Regarding the question of whether a basement membrane always contains collagen (for placement of basement membrane is_a collagen-containing extracellular matrix), this paper https://www.ncbi.nlm.nih.gov/pmc/articles/PMC5395295/states "The emergence of the diversity of multicellular animals involved cells joining together to form tissues and organs. The ‘glue’ that enabled the cells to work together is made of rope-like molecules called collagen, which assemble into scaffolds. These smart scaffolds tether proteins forming basement membranes that connect cells, provide strength to tissues, and transmit information that influences how the cells behave.” "The basement membrane is a supramolecular scaffold, comprised of a toolkit of proteins including collagen IV, laminin, perlecan, and nidogen (Hynes, 2012; Fahey and Degnan, 2010)."

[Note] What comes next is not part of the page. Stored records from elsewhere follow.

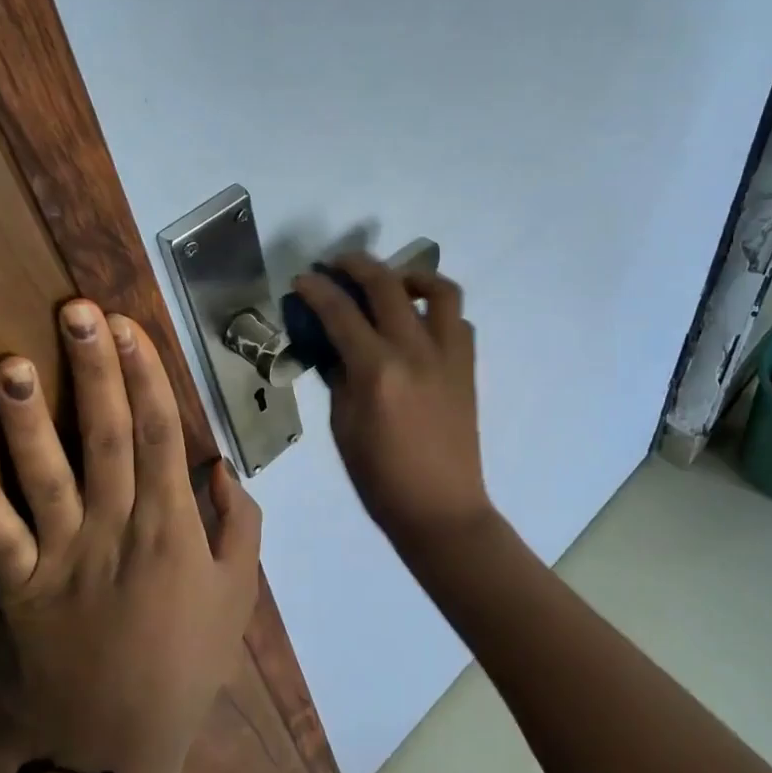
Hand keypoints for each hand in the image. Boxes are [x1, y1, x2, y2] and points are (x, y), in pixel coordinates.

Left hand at [0, 301, 261, 772]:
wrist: (123, 744)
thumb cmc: (191, 660)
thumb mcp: (240, 593)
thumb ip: (240, 524)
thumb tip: (221, 465)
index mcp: (172, 526)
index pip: (161, 434)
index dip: (147, 377)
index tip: (132, 328)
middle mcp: (117, 527)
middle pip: (108, 436)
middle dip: (96, 370)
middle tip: (79, 313)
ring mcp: (64, 556)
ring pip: (46, 475)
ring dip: (30, 418)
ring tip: (12, 363)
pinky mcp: (22, 588)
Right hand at [292, 254, 492, 546]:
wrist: (440, 508)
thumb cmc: (380, 478)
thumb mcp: (342, 426)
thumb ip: (339, 377)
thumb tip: (334, 346)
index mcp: (377, 371)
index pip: (341, 313)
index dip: (317, 290)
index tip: (303, 279)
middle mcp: (416, 351)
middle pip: (387, 285)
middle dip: (357, 265)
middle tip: (338, 264)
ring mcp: (448, 355)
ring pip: (439, 290)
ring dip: (411, 276)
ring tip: (392, 283)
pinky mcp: (468, 366)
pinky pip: (458, 321)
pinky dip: (437, 311)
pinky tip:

Also, figure 1 in this paper shows basement membranes in various taxons and collagen is always present.

Also here https://www.tandfonline.com/doi/abs/10.3109/10409239209082560 "The major molecular constituents of basement membranes are collagen IV, laminin-entactin/nidogen complexes, and proteoglycans.”

So I think we can safely say the basement membrane is collagen-containing.

rachhuntley commented 6 years ago

I also asked the expert these questions, but haven't heard back yet.

rachhuntley commented 6 years ago

Another good reference for basement membranes https://www.ncbi.nlm.nih.gov/pmc/articles/PMC3039528/

rachhuntley commented 6 years ago

Awaiting response from Sylvie regarding whether basal lamina is_a or is part_of basement membrane. David's suggestion is to have basal lamina as a broad synonym of basement membrane and also have a basal lamina term that is part_of basement membrane.

rachhuntley commented 6 years ago

Response from Sylvie: "I would not trust Wikipedia content, which is not always reviewed, or the article entitled "Prostaglandins in Cancer Cell Adhesion, Migration, and Invasion" (PMC3299390), which was not written by experts in the field of basement membranes. I attach to this e-mail a paper entitled "Lamina lucida of basement membrane: an artefact", which concludes that that "the lamina lucida is an artefact formed during conventional tissue preparation, and in its original condition in the living state, the basement membrane is composed of a single layer made up of lamina densa material"." ChanMicroscopyResTech1994[1].pdf

rachhuntley commented 6 years ago

Numbers of annotations to child terms of basement membrane

sublamina densa: 27 annos (25 IEA) basal lamina: 525 annos (417 IEA) -lamina reticularis: 0 annos -lamina densa: 0 annos -lamina lucida: 0 annos

ukemi commented 6 years ago

So shall we propose to obsolete lamina lucida and merge lamina densa into basement membrane? From this information, it seems reasonable. What about the two terms that have annotations?

rachhuntley commented 6 years ago

I agree. This is what Sylvie originally said about 'basal lamina' (525 direct annotations): In the extracellular matrix field basal lamina is often used at a synonym of basement membrane.

So based on this, perhaps we can merge this with 'basement membrane'?

The second annotated term 'sub-lamina densa' has only one experimental annotation (BHF) to this paper http://europepmc.org/abstract/MED/15623520, which was the paper referenced when the term was created. This paper refers to lamina lucida and lamina densa, so it is probably based on the artefactual components. The IEAs for this term are all based on the one experimental annotation. I suggest obsoleting this one as well.